Le PM Dionne décaisse un 3ème acompte de 130 millions pour…

Le Premier ministre confirme à JAMRA avoir décaissé un 3e acompte de 130 millions, pour AMA !

Après avoir été reçus par le Premier ministre, le 14 juin dernier à la Primature, les mandataires des grévistes de la faim de l’ex-AMA-Sénégal ont pris une part active à tous les travaux de la commission tripartite (Ama / Jamra / Etat), instituée par le PM, aux fins de procéder à l’évaluation financière et à la mise en œuvre de l’avenant, co-signé entre l’Etat et la défunte société de nettoiement, le 22 janvier 2007, officialisant leur séparation à l’amiable. L’Etat s’y engageait (article 4 du protocole) à payer l’intégralité des droits légaux des travailleurs, qui s’élèvent à 3 milliards 98 millions.
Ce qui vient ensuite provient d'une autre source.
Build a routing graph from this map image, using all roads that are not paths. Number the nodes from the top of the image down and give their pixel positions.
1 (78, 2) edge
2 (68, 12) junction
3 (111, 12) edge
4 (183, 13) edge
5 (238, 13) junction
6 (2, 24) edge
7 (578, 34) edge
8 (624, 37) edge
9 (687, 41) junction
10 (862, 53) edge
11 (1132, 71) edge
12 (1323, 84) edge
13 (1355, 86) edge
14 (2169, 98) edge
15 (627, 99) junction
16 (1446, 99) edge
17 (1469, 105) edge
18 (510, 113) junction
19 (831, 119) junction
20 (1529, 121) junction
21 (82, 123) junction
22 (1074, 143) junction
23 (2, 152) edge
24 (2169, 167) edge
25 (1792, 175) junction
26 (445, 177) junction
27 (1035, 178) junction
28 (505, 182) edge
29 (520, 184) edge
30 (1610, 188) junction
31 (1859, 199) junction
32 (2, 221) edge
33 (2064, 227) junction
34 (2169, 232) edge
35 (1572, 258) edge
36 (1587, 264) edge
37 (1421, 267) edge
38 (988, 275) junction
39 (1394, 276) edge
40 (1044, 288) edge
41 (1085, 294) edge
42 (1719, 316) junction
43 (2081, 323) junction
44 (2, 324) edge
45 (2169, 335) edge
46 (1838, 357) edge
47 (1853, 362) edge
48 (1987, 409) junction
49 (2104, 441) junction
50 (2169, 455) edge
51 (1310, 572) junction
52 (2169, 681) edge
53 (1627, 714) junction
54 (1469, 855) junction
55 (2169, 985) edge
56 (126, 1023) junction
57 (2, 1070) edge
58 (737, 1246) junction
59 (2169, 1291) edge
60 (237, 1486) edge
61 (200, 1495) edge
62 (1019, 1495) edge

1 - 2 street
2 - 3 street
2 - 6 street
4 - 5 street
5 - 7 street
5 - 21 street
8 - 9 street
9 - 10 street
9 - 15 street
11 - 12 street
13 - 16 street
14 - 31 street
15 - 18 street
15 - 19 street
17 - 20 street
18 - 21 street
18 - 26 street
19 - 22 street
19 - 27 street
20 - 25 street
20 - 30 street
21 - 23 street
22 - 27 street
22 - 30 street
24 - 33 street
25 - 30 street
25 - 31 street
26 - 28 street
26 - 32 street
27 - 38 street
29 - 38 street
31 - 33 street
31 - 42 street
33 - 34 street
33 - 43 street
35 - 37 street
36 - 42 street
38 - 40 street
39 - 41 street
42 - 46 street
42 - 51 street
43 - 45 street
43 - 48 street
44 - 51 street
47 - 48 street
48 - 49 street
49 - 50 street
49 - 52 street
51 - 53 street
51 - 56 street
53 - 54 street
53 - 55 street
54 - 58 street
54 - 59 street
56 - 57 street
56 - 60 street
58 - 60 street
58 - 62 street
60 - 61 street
Les négociations avaient achoppé sur la posture de l’intersyndicale des ex-travailleurs d’AMA-Sénégal, qui avait boudé le précédent acompte consenti par l’Etat, le jugeant «insignifiant», avec pour conséquence une interruption des discussions, trois mois durant.

Après avoir été à nouveau sollicité par les ex-agents de AMA, le médiateur de JAMRA, Mame Mactar Guèye, mandaté pour renouer les fils du dialogue entre AMA et l’Etat, a été reçu, le lundi 5 septembre dernier, par le Premier ministre, Mahammed Boun Abdallah Dionne, qui a consenti un 3e acompte de 130 millions de fcfa, favorisant ainsi la reprise des négociations, devant déboucher sur l’adoption d’un échéancier d’apurement total de la dette.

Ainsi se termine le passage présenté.